**LISTED ENTRIES**
################

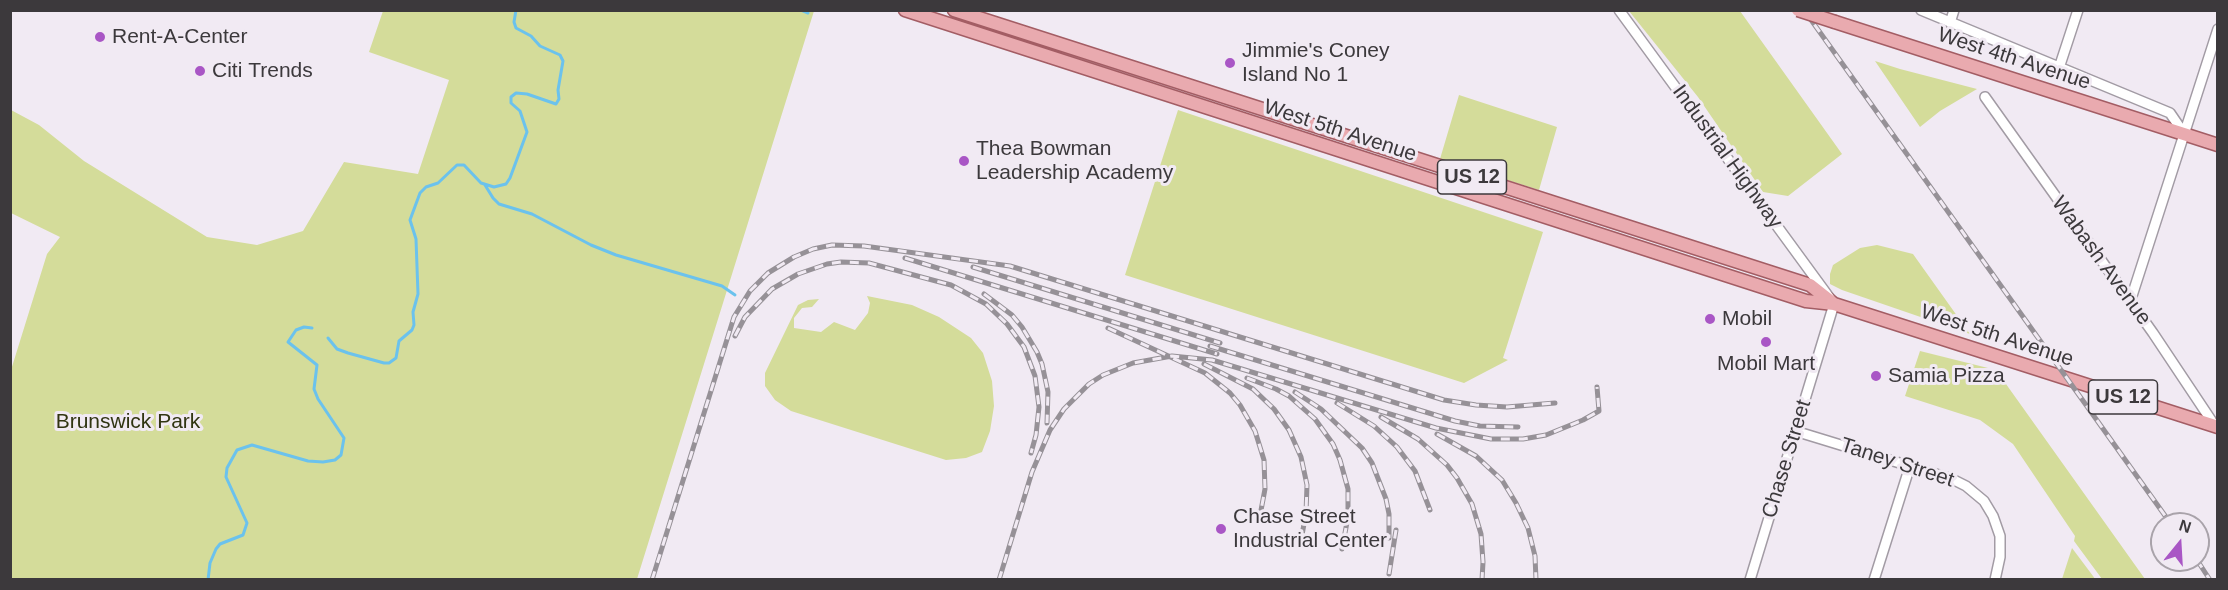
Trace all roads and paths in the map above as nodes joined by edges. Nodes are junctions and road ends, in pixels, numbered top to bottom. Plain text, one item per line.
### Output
1 (905, 10) edge
2 (1619, 10) edge
3 (1798, 10) edge
4 (1921, 10) edge
5 (1954, 10) edge
6 (2078, 10) edge
7 (958, 11) edge
8 (1950, 22) junction
9 (954, 26) junction
10 (2217, 29) edge
11 (1104, 58) junction
12 (2059, 68) junction
13 (1100, 73) junction
14 (1985, 97) dead end
15 (2184, 135) junction
16 (2217, 145) edge
17 (1432, 164) junction
18 (1427, 180) junction
19 (1648, 233) junction
20 (1643, 248) junction
21 (2130, 302) junction
22 (1834, 304) junction
23 (2216, 426) edge
24 (1795, 431) junction
25 (1910, 466) junction
26 (1750, 579) edge
27 (1874, 579) edge
28 (1995, 579) edge

1 - 9 main road, West 5th Avenue / US 12
2 - 22 street, Industrial Highway
3 - 15 main road, West 4th Avenue, bridge
4 - 8 street
5 - 8 street
6 - 12 street
7 - 9 street
7 - 11 main road, West 5th Avenue / US 12
8 - 12 street
9 - 13 main road, West 5th Avenue / US 12
10 - 15 street
11 - 13 main road
11 - 17 main road, West 5th Avenue / US 12
12 - 15 street
13 - 18 main road, West 5th Avenue / US 12
14 - 21 street, Wabash Avenue
15 - 16 main road, West 4th Avenue
15 - 21 street
17 - 18 main road
17 - 19 main road, West 5th Avenue / US 12
18 - 20 main road, West 5th Avenue / US 12
19 - 20 main road
19 - 22 main road, West 5th Avenue / US 12
20 - 22 main road, West 5th Avenue / US 12
21 - 23 street, Wabash Avenue
22 - 23 main road, West 5th Avenue / US 12
22 - 24 street, Chase Street
24 - 25 street, Taney Street
24 - 26 street, Chase Street
25 - 27 street
25 - 28 street, Taney Street

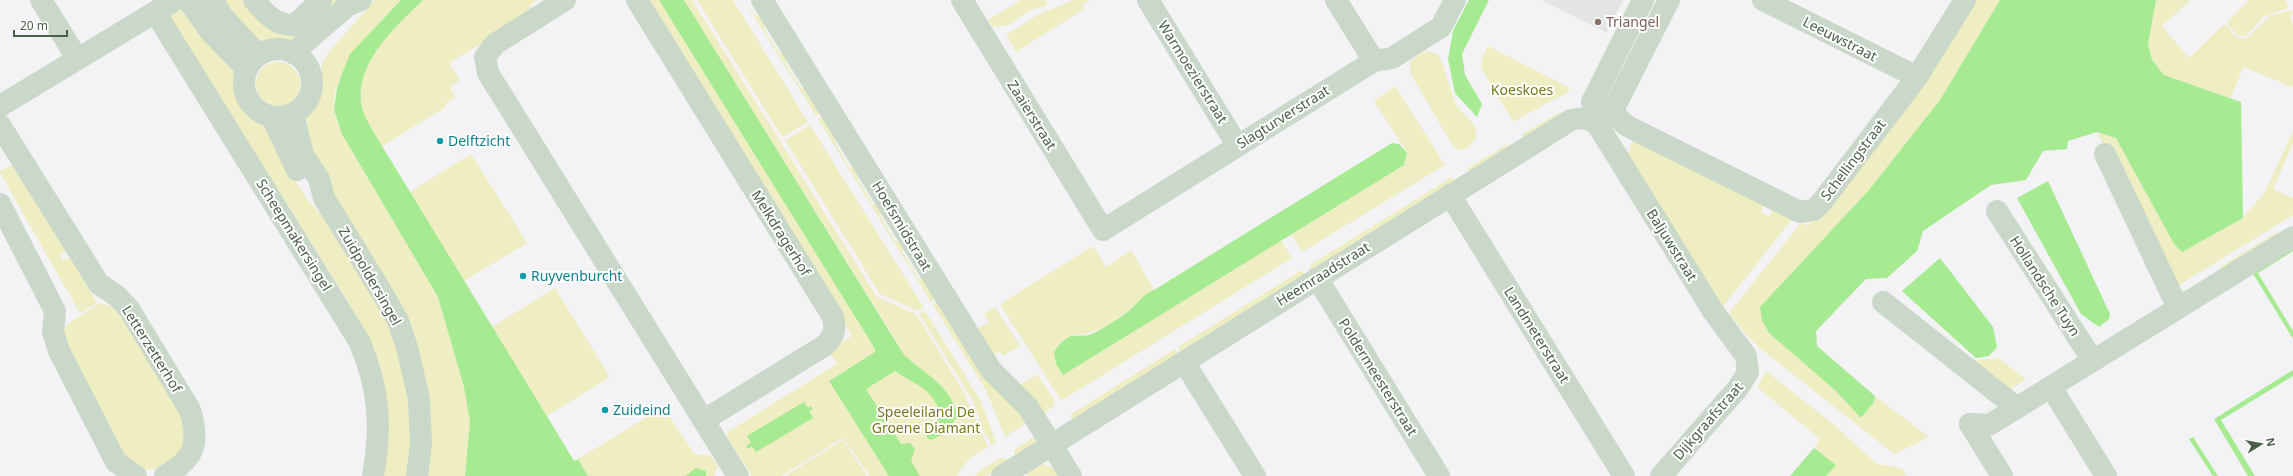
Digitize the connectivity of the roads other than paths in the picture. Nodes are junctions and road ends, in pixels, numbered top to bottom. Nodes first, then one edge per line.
1 (41, 0) edge
2 (175, 0) edge
3 (188, 0) edge
4 (213, 0) edge
5 (254, 0) edge
6 (321, 0) edge
7 (565, 0) edge
8 (637, 0) edge
9 (762, 0) edge
10 (962, 0) edge
11 (1148, 0) edge
12 (1336, 0) edge
13 (1455, 0) edge
14 (1643, 0) edge
15 (1669, 0) edge
16 (1762, 0) edge
17 (1964, 0) edge
18 (361, 1) edge
19 (155, 12) junction
20 (78, 58) junction
21 (301, 60) junction
22 (1374, 61) junction
23 (252, 62) junction
24 (1917, 77) junction
25 (0, 106) edge
26 (283, 116) junction
27 (1605, 118) junction
28 (0, 125) edge
29 (1237, 145) junction
30 (2105, 154) dead end
31 (1450, 195) junction
32 (0, 204) edge
33 (1997, 212) dead end
34 (1103, 230) joint
35 (2293, 237) edge
36 (1317, 278) junction
37 (1883, 302) dead end
38 (2178, 308) junction
39 (2093, 361) junction
40 (1184, 362) junction
41 (1748, 364) joint
42 (2050, 387) junction
43 (2017, 408) junction
44 (704, 420) junction
45 (1052, 444) junction
46 (136, 476) edge
47 (165, 476) edge
48 (373, 476) edge
49 (417, 476) edge
50 (738, 476) edge
51 (1002, 476) edge
52 (1071, 476) edge
53 (1255, 476) edge
54 (1439, 476) edge
55 (1624, 476) edge
56 (1660, 476) edge
57 (2002, 476) edge
58 (2106, 476) edge

1 - 20 street
2 - 19 street
3 - 23 street
4 - 23 street
5 - 6 street
7 - 44 street
8 - 44 street, Melkdragerhof
9 - 45 street, Hoefsmidstraat
10 - 34 street, Zaaierstraat
11 - 29 street, Warmoezierstraat
12 - 22 street
13 - 22 street, Slagturverstraat
14 - 27 street
15 - 27 street
16 - 24 street, Leeuwstraat
17 - 24 street, Schellingstraat
18 - 21 street
19 - 20 street
19 - 48 street, Scheepmakersingel
20 - 25 street
21 - 23 street
21 - 26 street
22 - 29 street, Slagturverstraat
23 - 26 street
24 - 27 street, Schellingstraat
26 - 49 street, Zuidpoldersingel
27 - 31 street, Heemraadstraat
27 - 41 street, Baljuwstraat
28 - 47 street, Letterzetterhof
29 - 34 street, Slagturverstraat
30 - 38 street
31 - 36 street, Heemraadstraat
31 - 55 street, Landmeterstraat
32 - 46 street
33 - 39 street, Hollandsche Tuyn
35 - 38 street
36 - 40 street, Heemraadstraat
36 - 54 street, Poldermeesterstraat
37 - 43 street
38 - 39 street
39 - 42 street
40 - 45 street, Heemraadstraat
40 - 53 street
41 - 56 street, Dijkgraafstraat
42 - 43 street
42 - 58 street
43 - 57 street
44 - 50 street
45 - 51 street, Heemraadstraat
45 - 52 street, Hoefsmidstraat

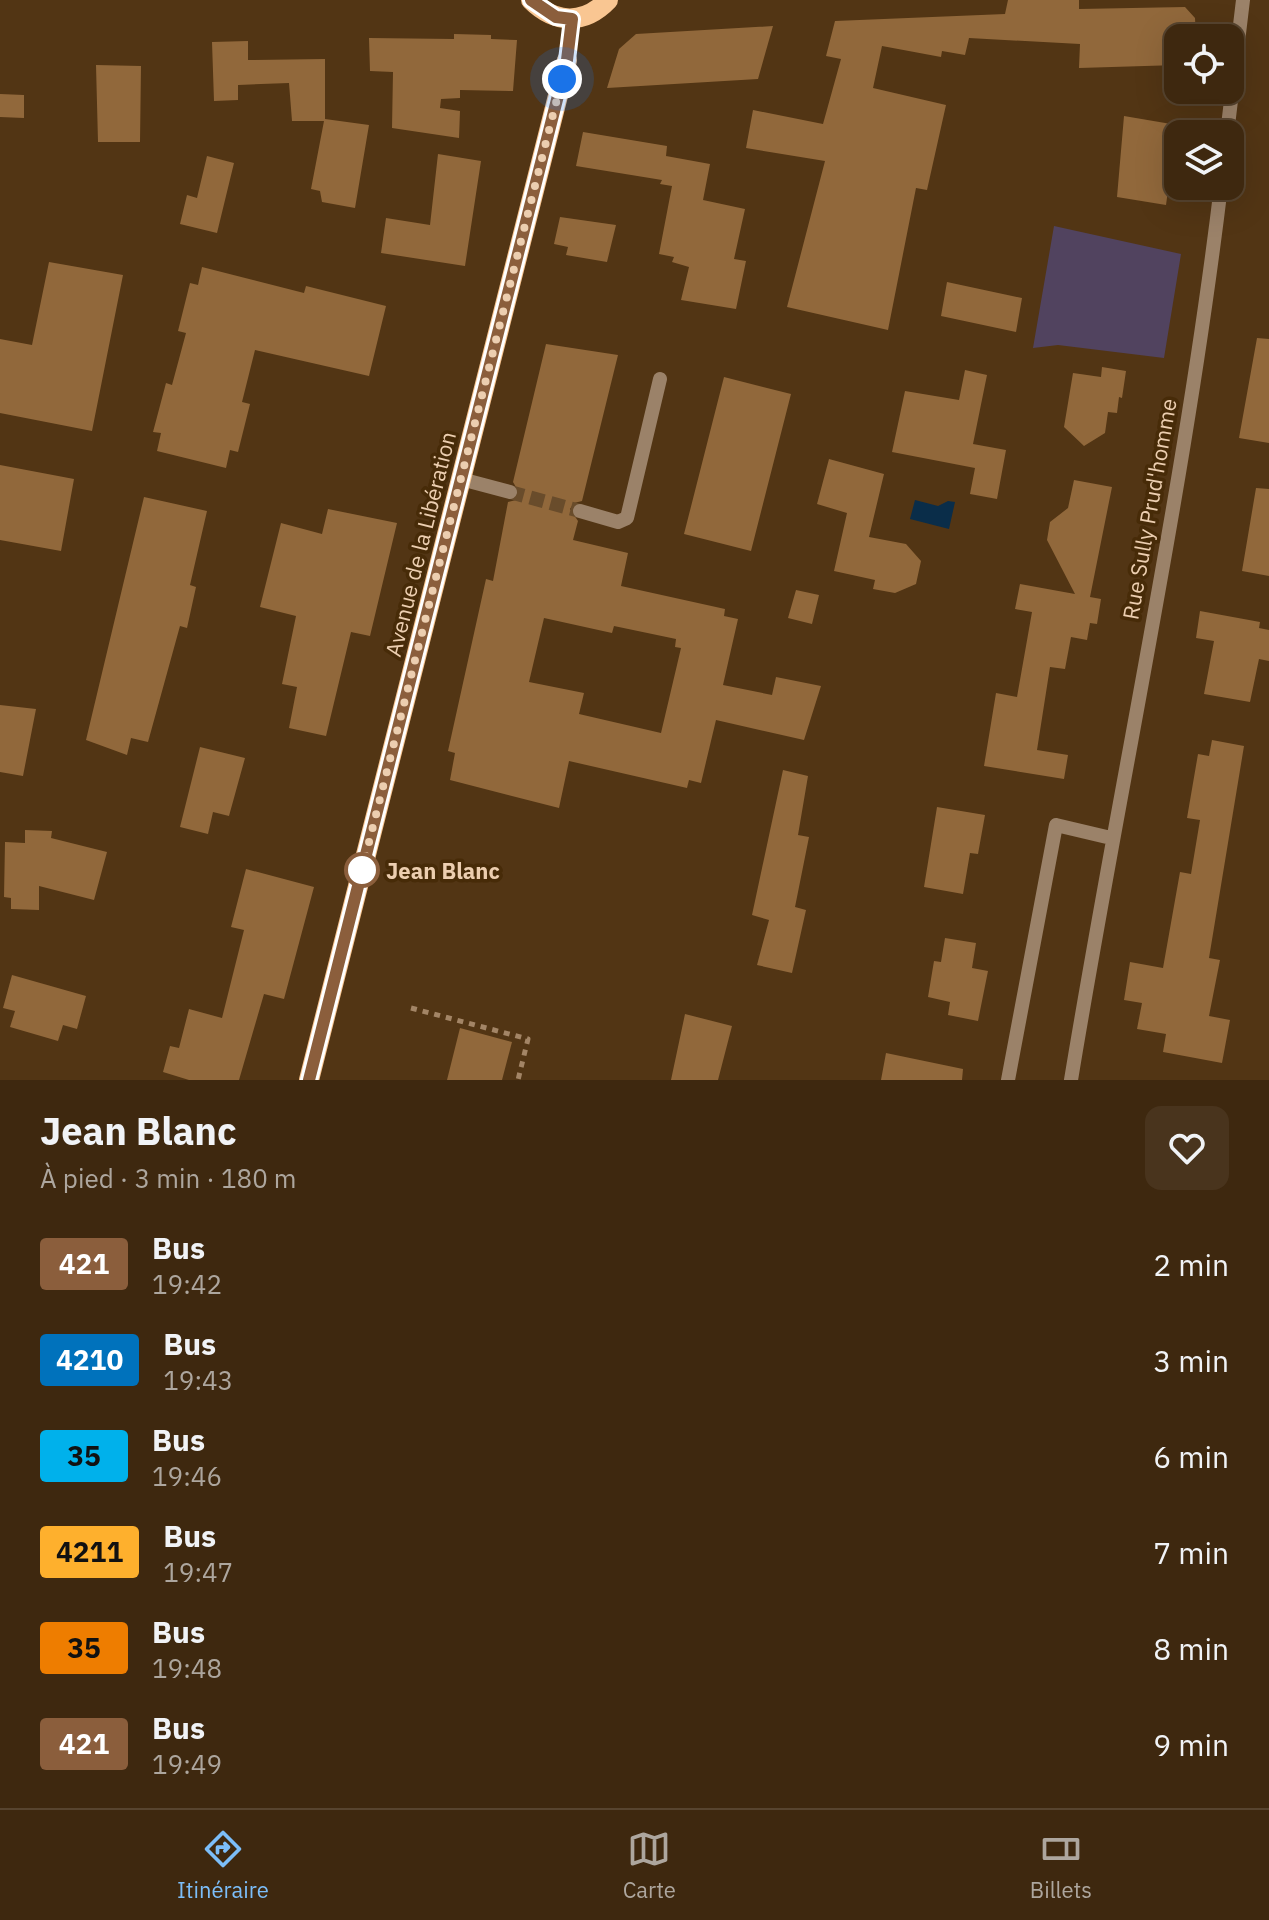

################

**WHAT THE TASK ASKS**
For this exercise, find all lines in the records containing the word "Nodes" and copy them.

**RESPONSE TO THIS EXERCISE**
Trace all roads and paths in the map above as nodes joined by edges. Nodes are junctions and road ends, in pixels, numbered top to bottom. Plain text, one item per line.
Digitize the connectivity of the roads other than paths in the picture. Nodes are junctions and road ends, in pixels, numbered top to bottom. Nodes first, then one edge per line.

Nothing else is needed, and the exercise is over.